> **DATASET**:
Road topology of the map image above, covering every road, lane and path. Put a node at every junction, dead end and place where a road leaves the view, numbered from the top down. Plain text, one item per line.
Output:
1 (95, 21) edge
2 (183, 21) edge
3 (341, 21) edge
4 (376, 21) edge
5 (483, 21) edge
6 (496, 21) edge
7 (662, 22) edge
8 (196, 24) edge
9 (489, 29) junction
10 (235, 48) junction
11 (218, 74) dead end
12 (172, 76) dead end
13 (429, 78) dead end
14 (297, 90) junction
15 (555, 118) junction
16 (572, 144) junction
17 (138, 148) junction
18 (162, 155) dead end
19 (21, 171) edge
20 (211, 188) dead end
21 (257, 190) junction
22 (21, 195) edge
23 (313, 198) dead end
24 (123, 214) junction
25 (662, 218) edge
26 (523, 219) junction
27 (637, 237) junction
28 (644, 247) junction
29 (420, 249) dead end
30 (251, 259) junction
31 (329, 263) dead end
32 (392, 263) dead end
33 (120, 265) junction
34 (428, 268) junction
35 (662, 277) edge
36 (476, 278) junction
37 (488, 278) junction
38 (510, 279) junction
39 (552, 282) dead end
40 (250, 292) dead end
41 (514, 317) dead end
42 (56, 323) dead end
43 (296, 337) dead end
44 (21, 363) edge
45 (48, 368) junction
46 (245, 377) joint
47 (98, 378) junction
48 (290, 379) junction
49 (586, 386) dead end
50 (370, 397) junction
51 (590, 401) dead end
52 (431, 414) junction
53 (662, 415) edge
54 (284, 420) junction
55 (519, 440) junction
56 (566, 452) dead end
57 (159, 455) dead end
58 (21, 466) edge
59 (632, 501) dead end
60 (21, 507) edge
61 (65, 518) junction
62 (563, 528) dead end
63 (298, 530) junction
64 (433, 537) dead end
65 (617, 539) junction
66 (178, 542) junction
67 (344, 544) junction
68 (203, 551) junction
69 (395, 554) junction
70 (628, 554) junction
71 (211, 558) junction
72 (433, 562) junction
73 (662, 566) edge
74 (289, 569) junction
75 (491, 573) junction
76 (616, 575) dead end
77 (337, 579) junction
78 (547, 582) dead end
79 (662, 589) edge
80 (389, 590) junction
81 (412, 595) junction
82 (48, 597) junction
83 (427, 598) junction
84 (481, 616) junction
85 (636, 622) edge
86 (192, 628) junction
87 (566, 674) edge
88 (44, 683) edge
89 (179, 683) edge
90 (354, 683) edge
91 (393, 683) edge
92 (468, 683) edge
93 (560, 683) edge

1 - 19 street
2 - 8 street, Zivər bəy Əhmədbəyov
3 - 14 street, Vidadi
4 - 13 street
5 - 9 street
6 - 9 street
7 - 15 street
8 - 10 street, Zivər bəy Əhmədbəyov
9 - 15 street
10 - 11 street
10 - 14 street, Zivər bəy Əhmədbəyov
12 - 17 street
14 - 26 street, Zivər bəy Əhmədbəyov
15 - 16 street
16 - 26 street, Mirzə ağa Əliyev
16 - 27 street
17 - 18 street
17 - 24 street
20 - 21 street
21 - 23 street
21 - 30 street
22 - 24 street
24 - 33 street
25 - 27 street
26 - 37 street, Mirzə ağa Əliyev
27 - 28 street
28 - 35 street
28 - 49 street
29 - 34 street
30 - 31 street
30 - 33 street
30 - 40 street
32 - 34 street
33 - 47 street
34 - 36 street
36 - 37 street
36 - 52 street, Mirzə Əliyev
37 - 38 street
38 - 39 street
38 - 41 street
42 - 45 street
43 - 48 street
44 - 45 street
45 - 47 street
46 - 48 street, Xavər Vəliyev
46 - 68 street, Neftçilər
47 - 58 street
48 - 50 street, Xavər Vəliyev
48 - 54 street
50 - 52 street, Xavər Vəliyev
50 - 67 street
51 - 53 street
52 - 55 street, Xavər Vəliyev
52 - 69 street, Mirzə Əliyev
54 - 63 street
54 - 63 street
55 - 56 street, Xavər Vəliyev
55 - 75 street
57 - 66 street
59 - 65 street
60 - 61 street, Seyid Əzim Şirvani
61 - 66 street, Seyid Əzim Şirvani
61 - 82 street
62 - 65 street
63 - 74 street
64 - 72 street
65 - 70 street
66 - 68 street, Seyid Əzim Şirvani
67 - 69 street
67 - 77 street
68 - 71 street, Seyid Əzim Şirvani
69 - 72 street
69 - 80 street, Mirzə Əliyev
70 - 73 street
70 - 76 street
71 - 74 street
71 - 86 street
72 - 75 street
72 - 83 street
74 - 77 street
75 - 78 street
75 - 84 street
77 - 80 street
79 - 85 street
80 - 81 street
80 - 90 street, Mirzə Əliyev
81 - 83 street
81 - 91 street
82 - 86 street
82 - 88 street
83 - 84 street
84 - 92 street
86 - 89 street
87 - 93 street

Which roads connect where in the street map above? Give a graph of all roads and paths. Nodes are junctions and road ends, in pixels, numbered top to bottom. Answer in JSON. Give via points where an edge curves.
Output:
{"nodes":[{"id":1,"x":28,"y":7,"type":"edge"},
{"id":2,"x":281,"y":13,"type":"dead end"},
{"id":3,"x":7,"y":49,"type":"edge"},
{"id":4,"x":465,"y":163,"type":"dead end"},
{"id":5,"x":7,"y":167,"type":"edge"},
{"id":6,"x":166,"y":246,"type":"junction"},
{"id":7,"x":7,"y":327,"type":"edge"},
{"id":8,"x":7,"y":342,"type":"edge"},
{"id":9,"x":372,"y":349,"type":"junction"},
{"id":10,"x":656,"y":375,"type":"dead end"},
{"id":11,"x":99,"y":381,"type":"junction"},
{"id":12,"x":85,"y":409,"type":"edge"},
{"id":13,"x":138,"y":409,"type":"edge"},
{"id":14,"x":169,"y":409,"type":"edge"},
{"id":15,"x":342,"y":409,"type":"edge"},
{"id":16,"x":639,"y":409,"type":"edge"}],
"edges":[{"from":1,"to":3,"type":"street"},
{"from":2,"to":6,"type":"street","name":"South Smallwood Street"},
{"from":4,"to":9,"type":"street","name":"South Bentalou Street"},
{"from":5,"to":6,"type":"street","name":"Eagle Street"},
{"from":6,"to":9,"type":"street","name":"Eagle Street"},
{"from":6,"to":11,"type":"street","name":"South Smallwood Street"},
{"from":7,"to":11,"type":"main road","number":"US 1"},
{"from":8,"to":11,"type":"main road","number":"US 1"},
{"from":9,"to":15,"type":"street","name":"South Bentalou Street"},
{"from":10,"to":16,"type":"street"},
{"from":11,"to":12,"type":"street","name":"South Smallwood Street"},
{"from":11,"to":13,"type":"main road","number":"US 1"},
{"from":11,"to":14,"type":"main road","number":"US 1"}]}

> **WHAT YOU WILL DO**:
Give back the records above, character for character.

> **REPLY**:
Road topology of the map image above, covering every road, lane and path. Put a node at every junction, dead end and place where a road leaves the view, numbered from the top down. Plain text, one item per line.
Output:
1 (95, 21) edge
2 (183, 21) edge
3 (341, 21) edge
4 (376, 21) edge
5 (483, 21) edge
6 (496, 21) edge
7 (662, 22) edge
8 (196, 24) edge
9 (489, 29) junction
10 (235, 48) junction
11 (218, 74) dead end
12 (172, 76) dead end
13 (429, 78) dead end
14 (297, 90) junction
15 (555, 118) junction
16 (572, 144) junction
17 (138, 148) junction
18 (162, 155) dead end
19 (21, 171) edge
20 (211, 188) dead end
21 (257, 190) junction
22 (21, 195) edge
23 (313, 198) dead end
24 (123, 214) junction
25 (662, 218) edge
26 (523, 219) junction
27 (637, 237) junction
28 (644, 247) junction
29 (420, 249) dead end
30 (251, 259) junction
31 (329, 263) dead end
32 (392, 263) dead end
33 (120, 265) junction
34 (428, 268) junction
35 (662, 277) edge
36 (476, 278) junction
37 (488, 278) junction
38 (510, 279) junction
39 (552, 282) dead end
40 (250, 292) dead end
41 (514, 317) dead end
42 (56, 323) dead end
43 (296, 337) dead end
44 (21, 363) edge
45 (48, 368) junction
46 (245, 377) joint
47 (98, 378) junction
48 (290, 379) junction
49 (586, 386) dead end
50 (370, 397) junction
51 (590, 401) dead end
52 (431, 414) junction
53 (662, 415) edge
54 (284, 420) junction
55 (519, 440) junction
56 (566, 452) dead end
57 (159, 455) dead end
58 (21, 466) edge
59 (632, 501) dead end
60 (21, 507) edge
61 (65, 518) junction
62 (563, 528) dead end
63 (298, 530) junction
64 (433, 537) dead end
65 (617, 539) junction
66 (178, 542) junction
67 (344, 544) junction
68 (203, 551) junction
69 (395, 554) junction
70 (628, 554) junction
71 (211, 558) junction
72 (433, 562) junction
73 (662, 566) edge
74 (289, 569) junction
75 (491, 573) junction
76 (616, 575) dead end
77 (337, 579) junction
78 (547, 582) dead end
79 (662, 589) edge
80 (389, 590) junction
81 (412, 595) junction
82 (48, 597) junction
83 (427, 598) junction
84 (481, 616) junction
85 (636, 622) edge
86 (192, 628) junction
87 (566, 674) edge
88 (44, 683) edge
89 (179, 683) edge
90 (354, 683) edge
91 (393, 683) edge
92 (468, 683) edge
93 (560, 683) edge

1 - 19 street
2 - 8 street, Zivər bəy Əhmədbəyov
3 - 14 street, Vidadi
4 - 13 street
5 - 9 street
6 - 9 street
7 - 15 street
8 - 10 street, Zivər bəy Əhmədbəyov
9 - 15 street
10 - 11 street
10 - 14 street, Zivər bəy Əhmədbəyov
12 - 17 street
14 - 26 street, Zivər bəy Əhmədbəyov
15 - 16 street
16 - 26 street, Mirzə ağa Əliyev
16 - 27 street
17 - 18 street
17 - 24 street
20 - 21 street
21 - 23 street
21 - 30 street
22 - 24 street
24 - 33 street
25 - 27 street
26 - 37 street, Mirzə ağa Əliyev
27 - 28 street
28 - 35 street
28 - 49 street
29 - 34 street
30 - 31 street
30 - 33 street
30 - 40 street
32 - 34 street
33 - 47 street
34 - 36 street
36 - 37 street
36 - 52 street, Mirzə Əliyev
37 - 38 street
38 - 39 street
38 - 41 street
42 - 45 street
43 - 48 street
44 - 45 street
45 - 47 street
46 - 48 street, Xavər Vəliyev
46 - 68 street, Neftçilər
47 - 58 street
48 - 50 street, Xavər Vəliyev
48 - 54 street
50 - 52 street, Xavər Vəliyev
50 - 67 street
51 - 53 street
52 - 55 street, Xavər Vəliyev
52 - 69 street, Mirzə Əliyev
54 - 63 street
54 - 63 street
55 - 56 street, Xavər Vəliyev
55 - 75 street
57 - 66 street
59 - 65 street
60 - 61 street, Seyid Əzim Şirvani
61 - 66 street, Seyid Əzim Şirvani
61 - 82 street
62 - 65 street
63 - 74 street
64 - 72 street
65 - 70 street
66 - 68 street, Seyid Əzim Şirvani
67 - 69 street
67 - 77 street
68 - 71 street, Seyid Əzim Şirvani
69 - 72 street
69 - 80 street, Mirzə Əliyev
70 - 73 street
70 - 76 street
71 - 74 street
71 - 86 street
72 - 75 street
72 - 83 street
74 - 77 street
75 - 78 street
75 - 84 street
77 - 80 street
79 - 85 street
80 - 81 street
80 - 90 street, Mirzə Əliyev
81 - 83 street
81 - 91 street
82 - 86 street
82 - 88 street
83 - 84 street
84 - 92 street
86 - 89 street
87 - 93 street

Which roads connect where in the street map above? Give a graph of all roads and paths. Nodes are junctions and road ends, in pixels, numbered top to bottom. Answer in JSON. Give via points where an edge curves.
Output:
{"nodes":[{"id":1,"x":28,"y":7,"type":"edge"},
{"id":2,"x":281,"y":13,"type":"dead end"},
{"id":3,"x":7,"y":49,"type":"edge"},
{"id":4,"x":465,"y":163,"type":"dead end"},
{"id":5,"x":7,"y":167,"type":"edge"},
{"id":6,"x":166,"y":246,"type":"junction"},
{"id":7,"x":7,"y":327,"type":"edge"},
{"id":8,"x":7,"y":342,"type":"edge"},
{"id":9,"x":372,"y":349,"type":"junction"},
{"id":10,"x":656,"y":375,"type":"dead end"},
{"id":11,"x":99,"y":381,"type":"junction"},
{"id":12,"x":85,"y":409,"type":"edge"},
{"id":13,"x":138,"y":409,"type":"edge"},
{"id":14,"x":169,"y":409,"type":"edge"},
{"id":15,"x":342,"y":409,"type":"edge"},
{"id":16,"x":639,"y":409,"type":"edge"}],
"edges":[{"from":1,"to":3,"type":"street"},
{"from":2,"to":6,"type":"street","name":"South Smallwood Street"},
{"from":4,"to":9,"type":"street","name":"South Bentalou Street"},
{"from":5,"to":6,"type":"street","name":"Eagle Street"},
{"from":6,"to":9,"type":"street","name":"Eagle Street"},
{"from":6,"to":11,"type":"street","name":"South Smallwood Street"},
{"from":7,"to":11,"type":"main road","number":"US 1"},
{"from":8,"to":11,"type":"main road","number":"US 1"},
{"from":9,"to":15,"type":"street","name":"South Bentalou Street"},
{"from":10,"to":16,"type":"street"},
{"from":11,"to":12,"type":"street","name":"South Smallwood Street"},
{"from":11,"to":13,"type":"main road","number":"US 1"},
{"from":11,"to":14,"type":"main road","number":"US 1"}]}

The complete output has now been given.